Segment Start: RECORDS FOR THIS EXERCISE
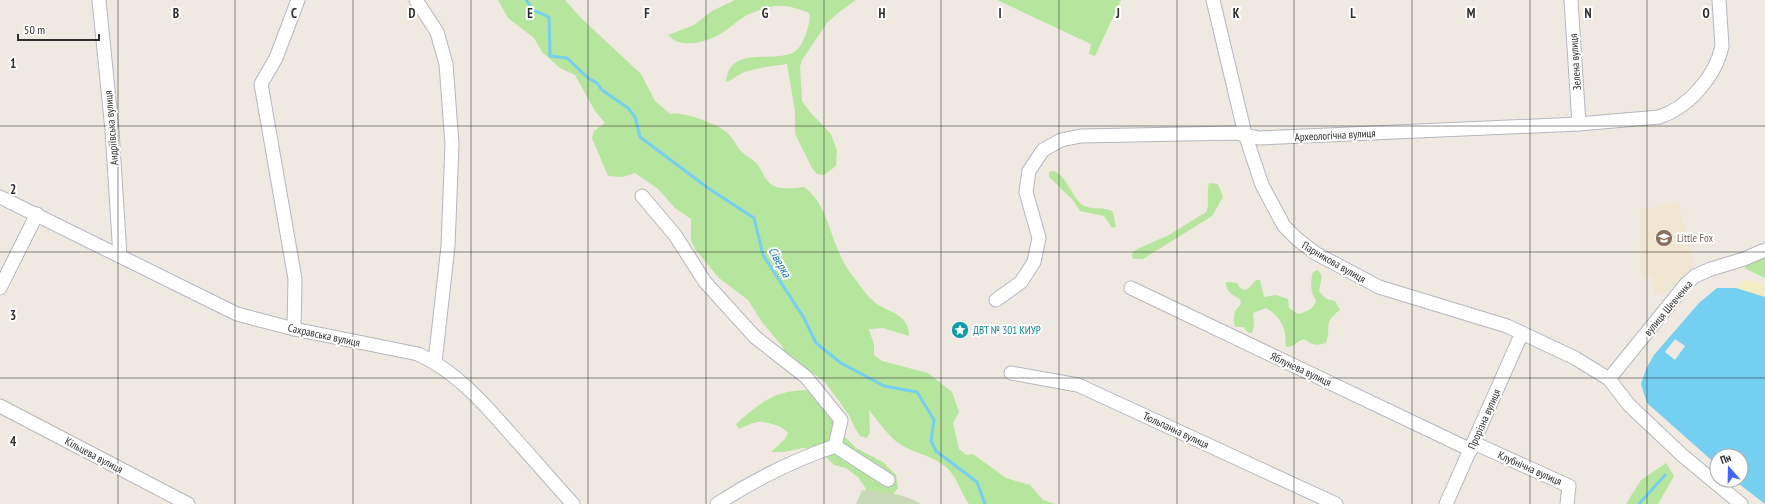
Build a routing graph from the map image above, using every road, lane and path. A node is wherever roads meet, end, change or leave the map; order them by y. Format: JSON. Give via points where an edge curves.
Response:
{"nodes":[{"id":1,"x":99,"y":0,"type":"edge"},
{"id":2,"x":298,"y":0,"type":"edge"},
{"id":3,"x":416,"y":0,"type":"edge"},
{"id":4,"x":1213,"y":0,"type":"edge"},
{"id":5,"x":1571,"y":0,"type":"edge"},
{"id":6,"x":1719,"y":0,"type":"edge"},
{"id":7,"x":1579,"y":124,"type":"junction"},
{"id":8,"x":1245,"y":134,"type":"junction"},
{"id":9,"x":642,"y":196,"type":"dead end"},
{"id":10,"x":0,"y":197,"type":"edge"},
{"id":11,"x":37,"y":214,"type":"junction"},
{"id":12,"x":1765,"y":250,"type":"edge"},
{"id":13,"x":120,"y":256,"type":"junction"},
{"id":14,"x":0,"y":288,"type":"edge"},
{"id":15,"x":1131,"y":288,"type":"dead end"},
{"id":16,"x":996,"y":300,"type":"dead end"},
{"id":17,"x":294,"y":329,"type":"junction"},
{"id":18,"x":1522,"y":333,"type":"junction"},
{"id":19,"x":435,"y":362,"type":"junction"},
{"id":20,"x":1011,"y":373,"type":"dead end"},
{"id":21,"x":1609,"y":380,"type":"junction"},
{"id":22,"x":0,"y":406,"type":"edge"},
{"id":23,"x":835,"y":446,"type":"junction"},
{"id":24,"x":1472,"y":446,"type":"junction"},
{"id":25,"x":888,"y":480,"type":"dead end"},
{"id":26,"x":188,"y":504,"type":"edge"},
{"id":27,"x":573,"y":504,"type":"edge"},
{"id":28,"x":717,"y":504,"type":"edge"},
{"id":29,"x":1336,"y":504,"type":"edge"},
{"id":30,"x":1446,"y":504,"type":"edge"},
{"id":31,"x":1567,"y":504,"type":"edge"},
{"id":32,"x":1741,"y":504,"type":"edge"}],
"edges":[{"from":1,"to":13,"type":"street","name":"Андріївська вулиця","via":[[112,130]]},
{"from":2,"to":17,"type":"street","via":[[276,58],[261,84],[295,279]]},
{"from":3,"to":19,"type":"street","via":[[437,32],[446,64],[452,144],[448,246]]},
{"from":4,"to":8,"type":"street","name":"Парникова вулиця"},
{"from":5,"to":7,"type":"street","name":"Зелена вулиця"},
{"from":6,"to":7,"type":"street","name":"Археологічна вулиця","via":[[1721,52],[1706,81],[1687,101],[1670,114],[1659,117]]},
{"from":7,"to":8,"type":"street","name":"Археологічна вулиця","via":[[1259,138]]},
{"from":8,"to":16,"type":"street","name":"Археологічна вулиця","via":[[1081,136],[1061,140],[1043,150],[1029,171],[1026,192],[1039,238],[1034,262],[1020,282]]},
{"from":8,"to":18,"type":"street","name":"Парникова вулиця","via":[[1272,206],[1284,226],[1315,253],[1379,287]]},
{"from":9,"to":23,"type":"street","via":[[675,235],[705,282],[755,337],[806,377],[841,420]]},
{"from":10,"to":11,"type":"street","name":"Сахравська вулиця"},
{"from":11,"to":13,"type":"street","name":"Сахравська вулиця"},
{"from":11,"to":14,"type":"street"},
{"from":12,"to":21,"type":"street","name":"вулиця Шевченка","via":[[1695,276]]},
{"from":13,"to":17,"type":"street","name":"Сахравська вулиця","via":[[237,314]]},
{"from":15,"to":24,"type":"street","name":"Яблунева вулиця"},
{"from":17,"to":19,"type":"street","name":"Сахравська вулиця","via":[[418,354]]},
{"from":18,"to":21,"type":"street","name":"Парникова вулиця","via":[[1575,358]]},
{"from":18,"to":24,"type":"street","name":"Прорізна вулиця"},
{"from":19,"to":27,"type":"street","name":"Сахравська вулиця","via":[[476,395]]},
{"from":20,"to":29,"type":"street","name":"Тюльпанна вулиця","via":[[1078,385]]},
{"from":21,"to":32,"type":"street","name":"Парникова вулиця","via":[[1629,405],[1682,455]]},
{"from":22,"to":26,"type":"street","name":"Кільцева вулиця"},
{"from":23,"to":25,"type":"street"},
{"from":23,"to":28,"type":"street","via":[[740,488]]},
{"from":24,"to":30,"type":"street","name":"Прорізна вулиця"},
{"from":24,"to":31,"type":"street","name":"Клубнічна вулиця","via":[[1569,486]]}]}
Segment End: RECORDS FOR THIS EXERCISE
- _EXERCISE INSTRUCTIONS_
Output the records above exactly as they are, leaving out the pictures.

- _YOUR RESPONSE_
Build a routing graph from the map image above, using every road, lane and path. A node is wherever roads meet, end, change or leave the map; order them by y. Format: JSON. Give via points where an edge curves.
Response:
{"nodes":[{"id":1,"x":99,"y":0,"type":"edge"},
{"id":2,"x":298,"y":0,"type":"edge"},
{"id":3,"x":416,"y":0,"type":"edge"},
{"id":4,"x":1213,"y":0,"type":"edge"},
{"id":5,"x":1571,"y":0,"type":"edge"},
{"id":6,"x":1719,"y":0,"type":"edge"},
{"id":7,"x":1579,"y":124,"type":"junction"},
{"id":8,"x":1245,"y":134,"type":"junction"},
{"id":9,"x":642,"y":196,"type":"dead end"},
{"id":10,"x":0,"y":197,"type":"edge"},
{"id":11,"x":37,"y":214,"type":"junction"},
{"id":12,"x":1765,"y":250,"type":"edge"},
{"id":13,"x":120,"y":256,"type":"junction"},
{"id":14,"x":0,"y":288,"type":"edge"},
{"id":15,"x":1131,"y":288,"type":"dead end"},
{"id":16,"x":996,"y":300,"type":"dead end"},
{"id":17,"x":294,"y":329,"type":"junction"},
{"id":18,"x":1522,"y":333,"type":"junction"},
{"id":19,"x":435,"y":362,"type":"junction"},
{"id":20,"x":1011,"y":373,"type":"dead end"},
{"id":21,"x":1609,"y":380,"type":"junction"},
{"id":22,"x":0,"y":406,"type":"edge"},
{"id":23,"x":835,"y":446,"type":"junction"},
{"id":24,"x":1472,"y":446,"type":"junction"},
{"id":25,"x":888,"y":480,"type":"dead end"},
{"id":26,"x":188,"y":504,"type":"edge"},
{"id":27,"x":573,"y":504,"type":"edge"},
{"id":28,"x":717,"y":504,"type":"edge"},
{"id":29,"x":1336,"y":504,"type":"edge"},
{"id":30,"x":1446,"y":504,"type":"edge"},
{"id":31,"x":1567,"y":504,"type":"edge"},
{"id":32,"x":1741,"y":504,"type":"edge"}],
"edges":[{"from":1,"to":13,"type":"street","name":"Андріївська вулиця","via":[[112,130]]},
{"from":2,"to":17,"type":"street","via":[[276,58],[261,84],[295,279]]},
{"from":3,"to":19,"type":"street","via":[[437,32],[446,64],[452,144],[448,246]]},
{"from":4,"to":8,"type":"street","name":"Парникова вулиця"},
{"from":5,"to":7,"type":"street","name":"Зелена вулиця"},
{"from":6,"to":7,"type":"street","name":"Археологічна вулиця","via":[[1721,52],[1706,81],[1687,101],[1670,114],[1659,117]]},
{"from":7,"to":8,"type":"street","name":"Археологічна вулиця","via":[[1259,138]]},
{"from":8,"to":16,"type":"street","name":"Археологічна вулиця","via":[[1081,136],[1061,140],[1043,150],[1029,171],[1026,192],[1039,238],[1034,262],[1020,282]]},
{"from":8,"to":18,"type":"street","name":"Парникова вулиця","via":[[1272,206],[1284,226],[1315,253],[1379,287]]},
{"from":9,"to":23,"type":"street","via":[[675,235],[705,282],[755,337],[806,377],[841,420]]},
{"from":10,"to":11,"type":"street","name":"Сахравська вулиця"},
{"from":11,"to":13,"type":"street","name":"Сахравська вулиця"},
{"from":11,"to":14,"type":"street"},
{"from":12,"to":21,"type":"street","name":"вулиця Шевченка","via":[[1695,276]]},
{"from":13,"to":17,"type":"street","name":"Сахравська вулиця","via":[[237,314]]},
{"from":15,"to":24,"type":"street","name":"Яблунева вулиця"},
{"from":17,"to":19,"type":"street","name":"Сахравська вулиця","via":[[418,354]]},
{"from":18,"to":21,"type":"street","name":"Парникова вулиця","via":[[1575,358]]},
{"from":18,"to":24,"type":"street","name":"Прорізна вулиця"},
{"from":19,"to":27,"type":"street","name":"Сахравська вулиця","via":[[476,395]]},
{"from":20,"to":29,"type":"street","name":"Тюльпанна вулиця","via":[[1078,385]]},
{"from":21,"to":32,"type":"street","name":"Парникова вулиця","via":[[1629,405],[1682,455]]},
{"from":22,"to":26,"type":"street","name":"Кільцева вулиця"},
{"from":23,"to":25,"type":"street"},
{"from":23,"to":28,"type":"street","via":[[740,488]]},
{"from":24,"to":30,"type":"street","name":"Прорізна вулиця"},
{"from":24,"to":31,"type":"street","name":"Клубнічна вулиця","via":[[1569,486]]}]}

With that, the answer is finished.